_YOUR TASK_: Find the lines holding the string "rule" in the data, then copy all of them.

_EXERCISE INPUTS_:
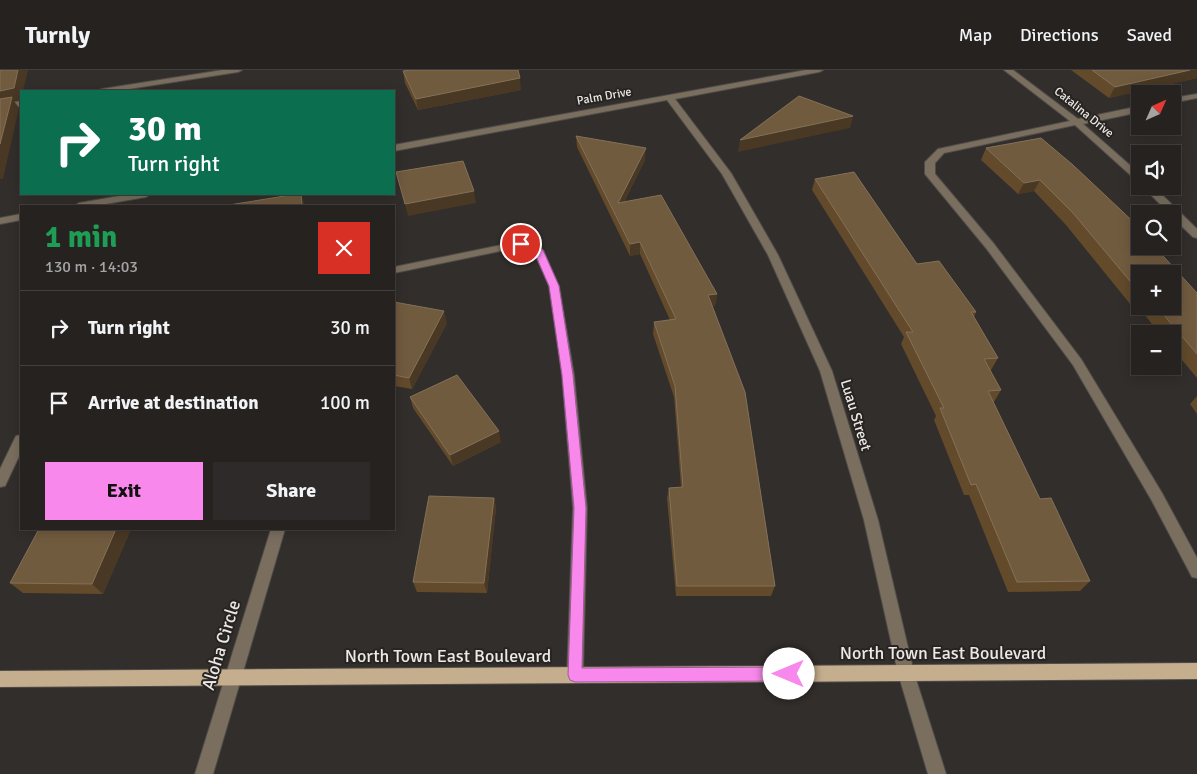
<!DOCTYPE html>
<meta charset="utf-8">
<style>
:root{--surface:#262220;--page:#2e2a29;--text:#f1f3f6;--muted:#a4a4a5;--line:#423f3e;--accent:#f888eb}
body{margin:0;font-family:Signika,sans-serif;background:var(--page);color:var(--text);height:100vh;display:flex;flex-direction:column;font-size:19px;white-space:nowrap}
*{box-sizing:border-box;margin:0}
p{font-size:16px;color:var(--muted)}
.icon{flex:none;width:28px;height:28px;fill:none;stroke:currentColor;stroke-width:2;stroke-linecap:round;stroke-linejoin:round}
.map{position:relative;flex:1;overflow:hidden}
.sheet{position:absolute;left:20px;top:135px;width:375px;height:325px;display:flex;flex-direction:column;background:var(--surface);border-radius:0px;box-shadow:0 2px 12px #0003,0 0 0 1px var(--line)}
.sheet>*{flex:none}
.banner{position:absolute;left:20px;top:20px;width:375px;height:105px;border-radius:0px;box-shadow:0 2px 12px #0003,0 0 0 1px var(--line);background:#0b6e4f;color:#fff;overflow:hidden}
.needle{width:32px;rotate:45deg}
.tools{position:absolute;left:1131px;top:15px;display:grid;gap:10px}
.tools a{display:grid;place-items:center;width:50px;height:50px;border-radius:0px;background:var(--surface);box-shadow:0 2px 12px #0003,0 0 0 1px var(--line);font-size:25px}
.pin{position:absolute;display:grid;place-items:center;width:42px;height:42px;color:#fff;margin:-21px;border:2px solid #fff;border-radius:50%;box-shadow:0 1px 5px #0007}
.me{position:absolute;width:55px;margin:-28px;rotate:270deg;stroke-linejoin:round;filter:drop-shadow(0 0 4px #0008)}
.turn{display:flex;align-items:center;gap:18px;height:105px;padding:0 25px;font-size:22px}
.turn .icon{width:65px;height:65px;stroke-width:2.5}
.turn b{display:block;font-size:35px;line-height:42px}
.round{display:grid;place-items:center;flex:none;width:52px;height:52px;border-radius:0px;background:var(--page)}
.head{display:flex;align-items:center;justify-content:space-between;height:85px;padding:0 25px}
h1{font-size:30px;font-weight:800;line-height:38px;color:#1e9e55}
.button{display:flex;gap:10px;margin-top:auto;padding:10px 25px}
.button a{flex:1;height:58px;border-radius:0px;background:var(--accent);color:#111;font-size:20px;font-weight:800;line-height:58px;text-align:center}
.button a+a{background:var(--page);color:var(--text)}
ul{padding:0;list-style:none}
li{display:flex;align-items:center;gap:15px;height:75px;padding:0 25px;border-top:1px solid var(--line)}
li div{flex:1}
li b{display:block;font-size:19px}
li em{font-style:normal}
header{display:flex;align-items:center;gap:30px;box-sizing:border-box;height:70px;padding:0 25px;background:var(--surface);border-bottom:1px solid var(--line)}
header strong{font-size:24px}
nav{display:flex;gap:28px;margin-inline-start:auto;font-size:18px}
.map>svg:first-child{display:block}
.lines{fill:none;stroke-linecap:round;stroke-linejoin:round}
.minor-casing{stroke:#504c49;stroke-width:2}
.major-casing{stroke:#504c49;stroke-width:2}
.minor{fill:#7a6f5f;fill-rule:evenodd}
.major{fill:#c5ae8e;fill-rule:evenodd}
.wall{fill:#624a2b;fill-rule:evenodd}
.shaded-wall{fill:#493823}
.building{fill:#715b3f;stroke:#847159}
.route{fill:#f888eb;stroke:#a15899}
.labels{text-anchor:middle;stroke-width:4;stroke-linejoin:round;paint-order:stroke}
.far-street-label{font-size:12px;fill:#ebe8e6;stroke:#282421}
.street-label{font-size:15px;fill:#ebe8e6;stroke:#282421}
.near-street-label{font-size:18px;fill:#ebe8e6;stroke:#282421}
</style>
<header>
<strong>Turnly</strong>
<nav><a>Map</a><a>Directions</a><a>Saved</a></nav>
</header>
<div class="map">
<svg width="1197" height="704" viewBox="0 0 1197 704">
<rect width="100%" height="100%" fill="#322e2b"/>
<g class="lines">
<g class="minor-casing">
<g id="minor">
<polygon points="223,0 242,0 238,2 116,21 98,21 102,19"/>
<polygon points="806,0 823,0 819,2 675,29 731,103 778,185 832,301 878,450 914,603 946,704 928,704 898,603 864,450 820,301 768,185 722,104 667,30 394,81 394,75"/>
<polygon points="1004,0 1013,0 1078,49 1140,36 1140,42 1083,54 1140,104 1140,112 1137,111 1075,55 944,83 935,93 935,104 994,174 1081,289 1162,423 1197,488 1197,508 1192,507 1152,431 1073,295 986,178 925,104 925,92 938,79 1070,51"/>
<polygon points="1197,24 1197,28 1172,33 1172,28"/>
<polygon points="21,31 21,36 0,40 0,34"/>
<polygon points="1142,116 1153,116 1197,159 1197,168 1193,167 1172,147 1172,144 1170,144"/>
<polygon points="131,124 151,124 146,127 94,136 74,136 79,133"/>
<polygon points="21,144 21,150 0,154 0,148"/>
<polygon points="521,171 543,180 559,216 574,305 587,438 583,605 581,610 575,613 569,610 567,605 573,438 562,305 549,216 535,184 520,177 394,203 394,197"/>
<polygon points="21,365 21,382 5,416 0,417 0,399 16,366"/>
<polygon points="271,459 285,459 213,704 195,704"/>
</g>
</g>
<g class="major-casing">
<polygon id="major" points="1197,593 1197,609 0,617 0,601"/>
</g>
<use href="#minor" class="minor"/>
<use href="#major" class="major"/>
</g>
<g class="wall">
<polygon points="1071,0 1197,0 1197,8 1109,28"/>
<polygon points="403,1 521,20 418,40 405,13"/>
<polygon points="576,66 645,90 624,132 717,224 715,236 712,236 775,516 771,526 676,526 667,428 669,418 681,417 674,327 653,264 654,252 670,250 640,184 630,186 577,77"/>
<path d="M1041,68L1140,176L1197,223V308L1172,278V264H1160L1144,244L1139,245L1066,155L1034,121L1018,124L981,90L986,78ZM1140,204L1172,236H1140Z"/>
<polygon points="815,109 976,242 974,247 998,288 991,300 990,300 1001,320 994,332 993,332 1040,429 1090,511 1080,521 1008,522 969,425 964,425 934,350 936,346 901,274 904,267 812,120"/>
<polygon points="394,232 447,253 412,319 394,316"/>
<polygon points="1197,326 1197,344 1190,334"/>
<polygon points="410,327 501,372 453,396 413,338"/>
<polygon points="494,428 496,438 487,523 417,522 413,512"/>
<polygon points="39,459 131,459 103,524 23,523 10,513"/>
</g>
<g class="shaded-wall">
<polygon points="18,0 28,0 23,21 21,21 21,29 14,31 19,38 3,109 0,109 0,21"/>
<polygon points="1190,0 1197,0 1197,8 1109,28 1115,17"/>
<polygon points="520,8 521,20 418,40 416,29"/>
<polygon points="853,46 850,58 738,82 740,70"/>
<polygon points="646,78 645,90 617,145 618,133"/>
<polygon points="1040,110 1034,121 1018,124 1024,113"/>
<polygon points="474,121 476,133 408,146 405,134"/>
<polygon points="301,124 305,135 305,136 302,136"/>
<polygon points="640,172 640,184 630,186 630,174"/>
<polygon points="717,224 715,236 706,237 708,225"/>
<polygon points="444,241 447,253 412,319 409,308"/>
<polygon points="499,361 501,372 453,396 450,385"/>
<polygon points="494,428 496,438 487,523 484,513"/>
<polygon points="116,459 131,459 103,524 92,514"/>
</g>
<g class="building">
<polygon points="0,0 18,0 14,18 0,21"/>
<polygon points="411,0 518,0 520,8 416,29 403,1"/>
<polygon points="1092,0 1190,0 1115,17"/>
<polygon points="799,26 853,46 740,70"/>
<polygon points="12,27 0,74 0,29"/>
<polygon points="576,66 646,78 618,133 661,125 717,224 708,225 745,322 775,516 677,516 669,418 683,417 675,316 654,252 676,249 640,172 630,174"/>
<polygon points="1041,68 1073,95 1140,158 1140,176 1154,176 1197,223 1197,284 1156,236 1172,236 1172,204 1140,204 1140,223 1073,143 1040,110 1024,113 986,78"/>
<polygon points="463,91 474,121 405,134 396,102"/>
<polygon points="854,102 917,194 939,191 976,242 971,242 998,288 984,289 1001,320 988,321 1040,429 1051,428 1090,511 1017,512 976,414 971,415 940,338 944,338 906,262 913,262 815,109"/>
<polygon points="297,124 301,124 302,136 229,136 229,135"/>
<polygon points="394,232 444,241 409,308 394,305"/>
<polygon points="457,305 499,361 450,385 410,327"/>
<polygon points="429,426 494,428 484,513 413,512"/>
<polygon points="39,459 116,459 92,514 10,513"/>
</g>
<polygon class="route" points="518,172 524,172 543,180 559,216 573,305 586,438 582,598 789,597 794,599 796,604 794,609 789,611 575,612 570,610 568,605 574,438 562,305 549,216 535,184 518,177"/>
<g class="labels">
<g class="far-street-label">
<text transform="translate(604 26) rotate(-10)" y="4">Palm Drive</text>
<text transform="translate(1084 42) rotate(39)" y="4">Catalina Drive</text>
</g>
<g class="street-label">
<text transform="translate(856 345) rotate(73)" y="5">Luau Street</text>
</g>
<g class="near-street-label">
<text transform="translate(221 575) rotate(-73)" y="6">Aloha Circle</text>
<text x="943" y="589">North Town East Boulevard</text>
<text x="448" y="592">North Town East Boulevard</text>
</g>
</g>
</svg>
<div class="tools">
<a><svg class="needle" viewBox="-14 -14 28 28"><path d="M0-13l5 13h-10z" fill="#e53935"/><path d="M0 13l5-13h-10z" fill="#a4a4a5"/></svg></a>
<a><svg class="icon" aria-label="sound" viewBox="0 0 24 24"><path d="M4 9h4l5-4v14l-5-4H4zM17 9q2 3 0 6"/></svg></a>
<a><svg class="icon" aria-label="search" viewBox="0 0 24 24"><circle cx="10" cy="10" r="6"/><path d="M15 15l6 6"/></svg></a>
<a>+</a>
<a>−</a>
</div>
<div class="pin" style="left:521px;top:174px;background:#d93025"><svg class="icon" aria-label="arrive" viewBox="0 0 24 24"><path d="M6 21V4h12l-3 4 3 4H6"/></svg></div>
<svg class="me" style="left:789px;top:604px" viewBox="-20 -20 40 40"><circle r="19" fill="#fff"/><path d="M0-13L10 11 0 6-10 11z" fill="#f888eb"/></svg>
<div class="banner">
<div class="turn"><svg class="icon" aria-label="right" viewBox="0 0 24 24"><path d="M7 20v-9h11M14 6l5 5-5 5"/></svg><div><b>30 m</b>Turn right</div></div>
</div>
<section class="sheet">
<div class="head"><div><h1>1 min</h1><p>130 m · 14:03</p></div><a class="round" style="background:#d93025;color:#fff"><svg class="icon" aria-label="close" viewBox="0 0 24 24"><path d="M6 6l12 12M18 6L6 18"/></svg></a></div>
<ul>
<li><svg class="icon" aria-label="right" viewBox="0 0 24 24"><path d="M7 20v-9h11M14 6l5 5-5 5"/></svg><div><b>Turn right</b></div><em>30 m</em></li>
<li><svg class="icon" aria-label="arrive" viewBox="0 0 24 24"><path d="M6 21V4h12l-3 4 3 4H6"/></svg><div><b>Arrive at destination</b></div><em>100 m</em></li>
</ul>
<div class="button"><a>Exit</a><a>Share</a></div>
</section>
</div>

_WRITTEN REPLY_:
.minor{fill:#7a6f5f;fill-rule:evenodd}
.major{fill:#c5ae8e;fill-rule:evenodd}
.wall{fill:#624a2b;fill-rule:evenodd}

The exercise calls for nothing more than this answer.